(Dataset entries)
★ ★ ★ ★ ★
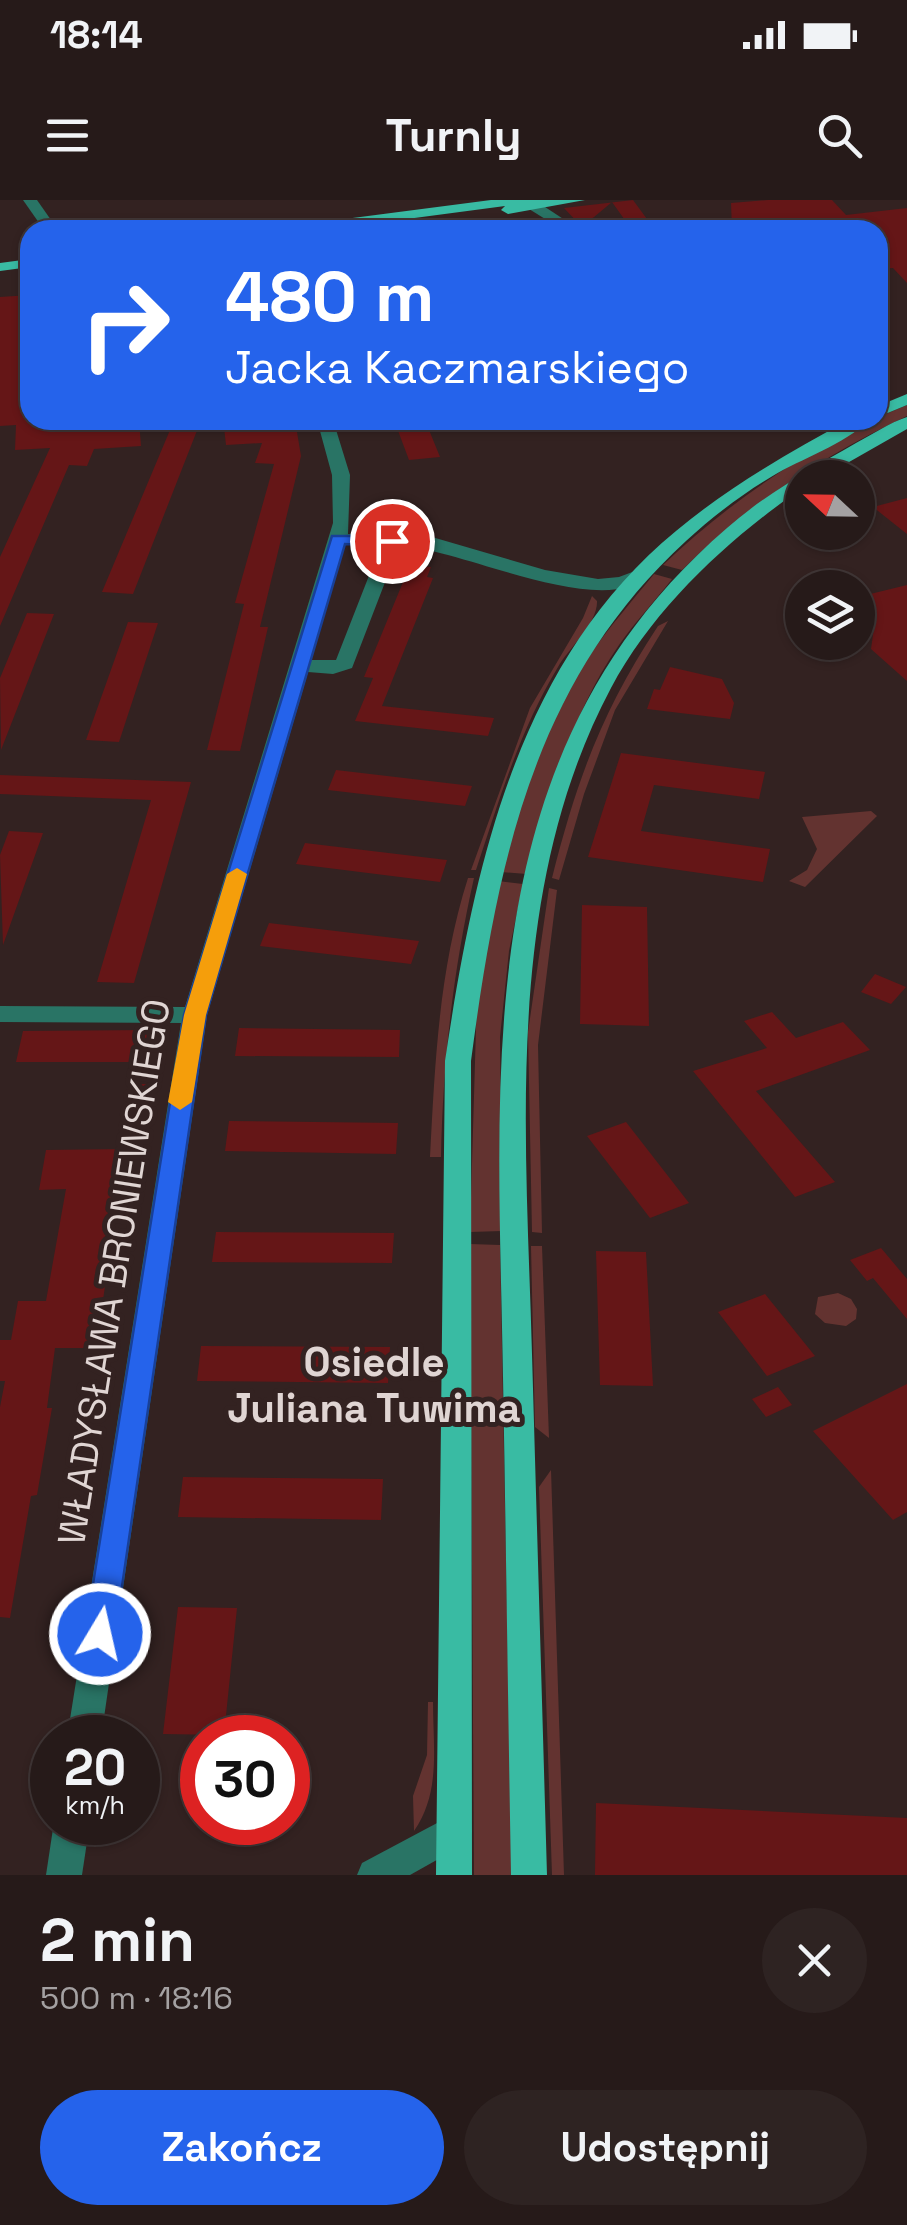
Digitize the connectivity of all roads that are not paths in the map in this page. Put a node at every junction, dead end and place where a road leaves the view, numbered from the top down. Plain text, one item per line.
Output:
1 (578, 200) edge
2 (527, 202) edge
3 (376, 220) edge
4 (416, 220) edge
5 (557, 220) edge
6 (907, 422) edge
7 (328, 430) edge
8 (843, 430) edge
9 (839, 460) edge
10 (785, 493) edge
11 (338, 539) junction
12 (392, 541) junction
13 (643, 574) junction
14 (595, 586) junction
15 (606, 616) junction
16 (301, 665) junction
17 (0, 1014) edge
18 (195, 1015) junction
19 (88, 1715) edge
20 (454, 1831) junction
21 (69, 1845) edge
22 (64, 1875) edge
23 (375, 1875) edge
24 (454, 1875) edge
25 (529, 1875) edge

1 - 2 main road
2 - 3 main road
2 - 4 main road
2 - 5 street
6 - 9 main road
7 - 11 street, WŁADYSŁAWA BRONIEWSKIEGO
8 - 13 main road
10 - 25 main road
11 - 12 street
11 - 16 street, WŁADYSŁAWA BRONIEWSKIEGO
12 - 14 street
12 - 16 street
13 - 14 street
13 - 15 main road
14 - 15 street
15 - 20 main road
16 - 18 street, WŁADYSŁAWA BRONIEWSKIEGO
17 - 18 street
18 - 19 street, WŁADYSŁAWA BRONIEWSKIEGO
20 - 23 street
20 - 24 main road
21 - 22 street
★ ★ ★ ★ ★
| Activity |
The records above are to be transcribed exactly, with every picture left out.

| Problem solution |
Digitize the connectivity of all roads that are not paths in the map in this page. Put a node at every junction, dead end and place where a road leaves the view, numbered from the top down. Plain text, one item per line.
Output:
1 (578, 200) edge
2 (527, 202) edge
3 (376, 220) edge
4 (416, 220) edge
5 (557, 220) edge
6 (907, 422) edge
7 (328, 430) edge
8 (843, 430) edge
9 (839, 460) edge
10 (785, 493) edge
11 (338, 539) junction
12 (392, 541) junction
13 (643, 574) junction
14 (595, 586) junction
15 (606, 616) junction
16 (301, 665) junction
17 (0, 1014) edge
18 (195, 1015) junction
19 (88, 1715) edge
20 (454, 1831) junction
21 (69, 1845) edge
22 (64, 1875) edge
23 (375, 1875) edge
24 (454, 1875) edge
25 (529, 1875) edge

1 - 2 main road
2 - 3 main road
2 - 4 main road
2 - 5 street
6 - 9 main road
7 - 11 street, WŁADYSŁAWA BRONIEWSKIEGO
8 - 13 main road
10 - 25 main road
11 - 12 street
11 - 16 street, WŁADYSŁAWA BRONIEWSKIEGO
12 - 14 street
12 - 16 street
13 - 14 street
13 - 15 main road
14 - 15 street
15 - 20 main road
16 - 18 street, WŁADYSŁAWA BRONIEWSKIEGO
17 - 18 street
18 - 19 street, WŁADYSŁAWA BRONIEWSKIEGO
20 - 23 street
20 - 24 main road
21 - 22 street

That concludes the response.